Compared to the worst-case complexity, the average-case complexity seems more tractable (its information-theoretic lower bound is the same as the worst-case). In fact we have a number of better values for the constant; \(-1.26\) for Merge sort [8], \(-1.38\) for BinaryInsertion sort, and most recently \(-1.3999\) for MergeInsertion sort [4]. Notice that 1.3999 is some 96.98% of 1.4426, but there still exists a gap and seeking the exact bound for this fundamental problem should be an important research goal.

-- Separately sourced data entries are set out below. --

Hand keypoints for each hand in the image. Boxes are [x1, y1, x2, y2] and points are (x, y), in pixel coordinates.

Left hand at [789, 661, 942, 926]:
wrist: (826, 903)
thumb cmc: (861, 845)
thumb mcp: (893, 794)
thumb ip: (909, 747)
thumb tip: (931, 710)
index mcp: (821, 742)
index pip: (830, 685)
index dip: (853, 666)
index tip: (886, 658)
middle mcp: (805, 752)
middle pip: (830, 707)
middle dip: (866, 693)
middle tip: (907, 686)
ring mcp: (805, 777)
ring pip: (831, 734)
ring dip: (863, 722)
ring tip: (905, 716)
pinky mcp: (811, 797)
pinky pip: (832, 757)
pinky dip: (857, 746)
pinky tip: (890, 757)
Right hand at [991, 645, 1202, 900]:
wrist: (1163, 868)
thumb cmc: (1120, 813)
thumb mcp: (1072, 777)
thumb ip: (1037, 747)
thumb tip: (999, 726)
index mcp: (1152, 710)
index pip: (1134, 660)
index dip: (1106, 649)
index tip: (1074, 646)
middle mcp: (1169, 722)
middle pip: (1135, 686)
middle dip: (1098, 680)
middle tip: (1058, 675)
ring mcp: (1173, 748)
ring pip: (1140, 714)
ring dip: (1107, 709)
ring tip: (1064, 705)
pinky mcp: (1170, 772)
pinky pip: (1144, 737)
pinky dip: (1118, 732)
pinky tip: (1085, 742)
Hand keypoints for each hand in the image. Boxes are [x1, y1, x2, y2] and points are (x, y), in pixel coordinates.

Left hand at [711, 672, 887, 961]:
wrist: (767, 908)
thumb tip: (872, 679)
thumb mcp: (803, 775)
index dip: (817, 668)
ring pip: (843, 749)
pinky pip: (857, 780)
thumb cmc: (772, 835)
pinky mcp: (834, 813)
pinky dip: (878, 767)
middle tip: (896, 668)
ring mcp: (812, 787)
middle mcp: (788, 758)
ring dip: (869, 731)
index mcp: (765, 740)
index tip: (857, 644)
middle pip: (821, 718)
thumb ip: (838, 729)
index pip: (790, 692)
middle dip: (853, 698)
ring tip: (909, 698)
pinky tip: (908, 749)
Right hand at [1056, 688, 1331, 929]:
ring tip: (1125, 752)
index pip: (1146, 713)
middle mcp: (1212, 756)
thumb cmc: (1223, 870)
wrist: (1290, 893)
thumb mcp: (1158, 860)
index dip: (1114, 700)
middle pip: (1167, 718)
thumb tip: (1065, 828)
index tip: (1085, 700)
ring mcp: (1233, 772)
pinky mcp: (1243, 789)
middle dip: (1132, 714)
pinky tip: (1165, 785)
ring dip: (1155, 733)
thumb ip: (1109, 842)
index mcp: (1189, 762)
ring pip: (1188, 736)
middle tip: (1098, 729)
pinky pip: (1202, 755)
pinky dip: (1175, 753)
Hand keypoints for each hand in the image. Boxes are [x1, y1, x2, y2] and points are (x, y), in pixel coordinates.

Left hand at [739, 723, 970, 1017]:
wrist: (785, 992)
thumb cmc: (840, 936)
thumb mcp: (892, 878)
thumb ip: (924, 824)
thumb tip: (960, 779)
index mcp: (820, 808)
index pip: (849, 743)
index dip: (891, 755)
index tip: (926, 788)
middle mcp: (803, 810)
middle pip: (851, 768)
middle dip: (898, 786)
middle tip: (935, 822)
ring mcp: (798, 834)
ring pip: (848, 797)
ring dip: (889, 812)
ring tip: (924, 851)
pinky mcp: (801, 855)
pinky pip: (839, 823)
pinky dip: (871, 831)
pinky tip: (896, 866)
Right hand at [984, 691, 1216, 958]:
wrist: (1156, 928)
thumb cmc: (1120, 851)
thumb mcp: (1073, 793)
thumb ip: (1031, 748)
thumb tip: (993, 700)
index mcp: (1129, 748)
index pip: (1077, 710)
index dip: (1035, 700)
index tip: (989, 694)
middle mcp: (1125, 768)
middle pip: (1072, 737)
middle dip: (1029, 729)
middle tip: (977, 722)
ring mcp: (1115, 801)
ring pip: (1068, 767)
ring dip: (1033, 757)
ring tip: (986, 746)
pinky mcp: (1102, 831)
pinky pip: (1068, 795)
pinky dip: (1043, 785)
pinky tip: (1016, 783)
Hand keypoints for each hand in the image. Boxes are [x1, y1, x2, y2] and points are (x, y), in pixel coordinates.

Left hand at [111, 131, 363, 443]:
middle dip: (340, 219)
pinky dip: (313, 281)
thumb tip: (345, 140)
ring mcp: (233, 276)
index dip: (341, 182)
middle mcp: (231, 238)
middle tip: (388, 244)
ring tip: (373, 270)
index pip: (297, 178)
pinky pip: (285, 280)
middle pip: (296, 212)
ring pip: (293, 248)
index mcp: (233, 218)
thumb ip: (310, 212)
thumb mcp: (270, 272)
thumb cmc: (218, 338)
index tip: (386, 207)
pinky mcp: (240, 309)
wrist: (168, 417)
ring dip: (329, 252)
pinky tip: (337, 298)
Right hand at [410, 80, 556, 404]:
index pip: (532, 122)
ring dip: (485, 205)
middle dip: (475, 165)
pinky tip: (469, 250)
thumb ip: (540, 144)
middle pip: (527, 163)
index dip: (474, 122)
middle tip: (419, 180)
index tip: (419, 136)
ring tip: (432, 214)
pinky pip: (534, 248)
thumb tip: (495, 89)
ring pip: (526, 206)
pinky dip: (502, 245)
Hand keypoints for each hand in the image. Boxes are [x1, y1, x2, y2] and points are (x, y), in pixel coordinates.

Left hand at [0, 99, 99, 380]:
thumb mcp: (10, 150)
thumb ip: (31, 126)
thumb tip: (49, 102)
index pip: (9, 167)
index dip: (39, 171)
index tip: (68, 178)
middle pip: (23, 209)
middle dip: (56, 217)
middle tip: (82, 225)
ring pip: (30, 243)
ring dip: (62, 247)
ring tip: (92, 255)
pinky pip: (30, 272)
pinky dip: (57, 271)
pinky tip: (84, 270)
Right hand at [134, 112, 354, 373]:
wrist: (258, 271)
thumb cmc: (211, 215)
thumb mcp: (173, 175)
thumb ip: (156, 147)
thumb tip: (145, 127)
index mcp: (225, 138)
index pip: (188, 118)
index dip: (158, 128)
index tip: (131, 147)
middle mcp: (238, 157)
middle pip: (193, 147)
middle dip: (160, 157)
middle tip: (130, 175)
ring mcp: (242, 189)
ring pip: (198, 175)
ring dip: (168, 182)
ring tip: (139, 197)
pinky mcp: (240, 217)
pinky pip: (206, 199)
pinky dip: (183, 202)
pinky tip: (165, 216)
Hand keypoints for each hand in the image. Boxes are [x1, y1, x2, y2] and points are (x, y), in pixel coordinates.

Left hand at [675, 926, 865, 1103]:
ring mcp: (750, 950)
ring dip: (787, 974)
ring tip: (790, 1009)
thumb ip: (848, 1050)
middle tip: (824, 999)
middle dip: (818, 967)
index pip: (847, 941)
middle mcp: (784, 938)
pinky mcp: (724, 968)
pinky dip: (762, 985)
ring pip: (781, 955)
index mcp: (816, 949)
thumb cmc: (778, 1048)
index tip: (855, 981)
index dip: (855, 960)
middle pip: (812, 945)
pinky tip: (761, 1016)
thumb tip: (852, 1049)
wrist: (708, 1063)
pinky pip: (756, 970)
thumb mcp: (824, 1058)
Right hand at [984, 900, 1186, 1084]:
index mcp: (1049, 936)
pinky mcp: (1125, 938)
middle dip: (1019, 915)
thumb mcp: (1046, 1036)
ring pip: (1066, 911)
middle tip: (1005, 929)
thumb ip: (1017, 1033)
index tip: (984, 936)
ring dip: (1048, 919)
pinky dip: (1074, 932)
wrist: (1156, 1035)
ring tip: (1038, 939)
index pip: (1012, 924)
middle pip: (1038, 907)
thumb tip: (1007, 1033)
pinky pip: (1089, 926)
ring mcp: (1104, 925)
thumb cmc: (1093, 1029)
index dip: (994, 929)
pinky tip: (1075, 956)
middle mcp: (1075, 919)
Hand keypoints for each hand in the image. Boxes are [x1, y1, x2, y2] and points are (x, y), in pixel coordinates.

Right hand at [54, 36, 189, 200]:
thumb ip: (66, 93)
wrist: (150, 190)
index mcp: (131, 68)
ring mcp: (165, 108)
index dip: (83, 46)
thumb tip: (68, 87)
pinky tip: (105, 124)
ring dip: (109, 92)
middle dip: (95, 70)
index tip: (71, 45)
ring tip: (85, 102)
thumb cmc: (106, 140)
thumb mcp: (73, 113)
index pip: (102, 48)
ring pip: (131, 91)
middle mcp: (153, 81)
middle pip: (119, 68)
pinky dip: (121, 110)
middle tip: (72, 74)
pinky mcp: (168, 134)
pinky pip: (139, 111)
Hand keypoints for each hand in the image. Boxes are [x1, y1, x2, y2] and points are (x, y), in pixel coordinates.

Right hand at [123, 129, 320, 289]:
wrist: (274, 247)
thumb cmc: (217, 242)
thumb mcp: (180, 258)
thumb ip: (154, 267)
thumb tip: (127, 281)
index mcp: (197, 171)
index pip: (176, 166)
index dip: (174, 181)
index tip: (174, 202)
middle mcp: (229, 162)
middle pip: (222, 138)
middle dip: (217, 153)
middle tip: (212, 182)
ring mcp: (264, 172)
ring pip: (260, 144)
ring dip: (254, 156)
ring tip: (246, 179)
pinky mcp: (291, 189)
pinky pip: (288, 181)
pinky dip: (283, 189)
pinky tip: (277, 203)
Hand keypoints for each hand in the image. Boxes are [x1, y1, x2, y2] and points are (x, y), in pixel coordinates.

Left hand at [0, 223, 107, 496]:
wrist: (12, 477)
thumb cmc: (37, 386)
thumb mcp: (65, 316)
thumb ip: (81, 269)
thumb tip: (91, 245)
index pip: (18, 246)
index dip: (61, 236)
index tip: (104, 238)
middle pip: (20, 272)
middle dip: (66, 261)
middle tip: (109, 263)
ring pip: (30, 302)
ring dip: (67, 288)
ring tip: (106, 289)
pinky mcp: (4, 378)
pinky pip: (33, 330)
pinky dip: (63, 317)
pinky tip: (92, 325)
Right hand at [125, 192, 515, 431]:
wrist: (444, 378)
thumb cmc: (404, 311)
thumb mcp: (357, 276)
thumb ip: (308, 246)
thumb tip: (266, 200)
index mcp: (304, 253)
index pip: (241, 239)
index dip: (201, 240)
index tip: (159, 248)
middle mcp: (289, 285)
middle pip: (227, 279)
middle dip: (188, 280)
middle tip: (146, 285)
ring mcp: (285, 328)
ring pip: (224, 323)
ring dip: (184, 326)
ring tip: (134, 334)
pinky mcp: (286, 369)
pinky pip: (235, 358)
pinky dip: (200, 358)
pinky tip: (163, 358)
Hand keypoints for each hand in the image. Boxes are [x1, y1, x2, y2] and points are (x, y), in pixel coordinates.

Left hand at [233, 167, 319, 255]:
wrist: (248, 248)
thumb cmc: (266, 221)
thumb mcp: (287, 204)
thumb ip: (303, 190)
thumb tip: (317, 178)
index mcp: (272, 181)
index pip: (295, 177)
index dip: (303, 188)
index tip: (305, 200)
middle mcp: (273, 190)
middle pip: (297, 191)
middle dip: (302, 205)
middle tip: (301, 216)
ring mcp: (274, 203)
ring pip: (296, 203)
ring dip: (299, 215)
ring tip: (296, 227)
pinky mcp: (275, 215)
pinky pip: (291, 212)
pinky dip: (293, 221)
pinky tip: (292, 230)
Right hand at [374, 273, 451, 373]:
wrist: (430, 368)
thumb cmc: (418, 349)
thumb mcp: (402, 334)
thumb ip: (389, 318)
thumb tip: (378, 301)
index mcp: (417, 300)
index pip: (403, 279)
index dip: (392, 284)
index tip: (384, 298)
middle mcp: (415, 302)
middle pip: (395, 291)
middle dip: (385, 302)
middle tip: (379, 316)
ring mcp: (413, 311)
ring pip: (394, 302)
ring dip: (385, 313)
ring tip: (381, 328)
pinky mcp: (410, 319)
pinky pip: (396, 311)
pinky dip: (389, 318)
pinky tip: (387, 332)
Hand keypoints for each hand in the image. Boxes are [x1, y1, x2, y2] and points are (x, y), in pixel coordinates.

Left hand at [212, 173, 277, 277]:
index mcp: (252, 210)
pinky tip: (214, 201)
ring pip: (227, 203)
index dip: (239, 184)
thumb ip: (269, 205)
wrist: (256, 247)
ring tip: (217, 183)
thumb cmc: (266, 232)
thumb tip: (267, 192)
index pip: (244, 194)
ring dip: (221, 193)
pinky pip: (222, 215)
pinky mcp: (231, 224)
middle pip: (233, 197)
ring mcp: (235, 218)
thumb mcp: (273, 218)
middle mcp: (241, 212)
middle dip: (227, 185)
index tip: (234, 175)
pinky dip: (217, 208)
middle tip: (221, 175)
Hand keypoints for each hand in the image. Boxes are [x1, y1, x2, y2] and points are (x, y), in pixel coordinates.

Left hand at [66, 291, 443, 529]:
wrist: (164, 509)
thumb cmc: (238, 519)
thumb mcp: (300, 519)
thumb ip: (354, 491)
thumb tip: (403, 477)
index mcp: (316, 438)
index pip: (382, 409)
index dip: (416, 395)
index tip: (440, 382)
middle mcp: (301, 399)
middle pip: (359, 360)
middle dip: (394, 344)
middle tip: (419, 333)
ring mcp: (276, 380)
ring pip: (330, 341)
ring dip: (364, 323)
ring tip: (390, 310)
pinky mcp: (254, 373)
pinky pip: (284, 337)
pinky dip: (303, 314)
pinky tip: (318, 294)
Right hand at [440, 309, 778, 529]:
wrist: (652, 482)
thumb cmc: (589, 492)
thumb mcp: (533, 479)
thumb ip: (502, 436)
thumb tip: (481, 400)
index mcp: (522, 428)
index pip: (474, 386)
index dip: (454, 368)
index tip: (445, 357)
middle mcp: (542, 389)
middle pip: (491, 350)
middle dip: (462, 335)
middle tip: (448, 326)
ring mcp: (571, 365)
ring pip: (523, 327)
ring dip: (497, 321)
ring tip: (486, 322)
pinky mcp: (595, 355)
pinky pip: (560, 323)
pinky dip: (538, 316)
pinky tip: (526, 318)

In [7], Iwama and Teruyama narrowed this small but still existing gap between 1.3999 and 1.4426 by some 25%. Note that the BinaryInsertion Sort, based on such a simple idea of repeating a binary insertion of a new item into a sorted sequence of length i, has a fairly good performance as shown above. Here the performance of a single binary insertion itself is optimal because it constitutes an optimal decision tree, \(D_i\), whose path length differs at most by one. However, this optimality quickly disappears in the decision tree, \(D_{i-1, i}\), of two consecutive insertions, one to a sequence of length \(i-1\) and the next to that of length i. Namely \(D_{i-1, i}\) is the tree obtained by replacing each leaf of \(D_{i-1}\) by \(D_{i}\), and its path length differs by two unless \(i-1\) or i is a power of two. Thus if i is close to a power of two, most of the paths still have the same length and the imbalance may not be very serious for the average complexity. However, if i is far from a power of two, only one half of the paths have the same length, a quarter has a length smaller by one and a quarter has a length longer by one, in the worst case.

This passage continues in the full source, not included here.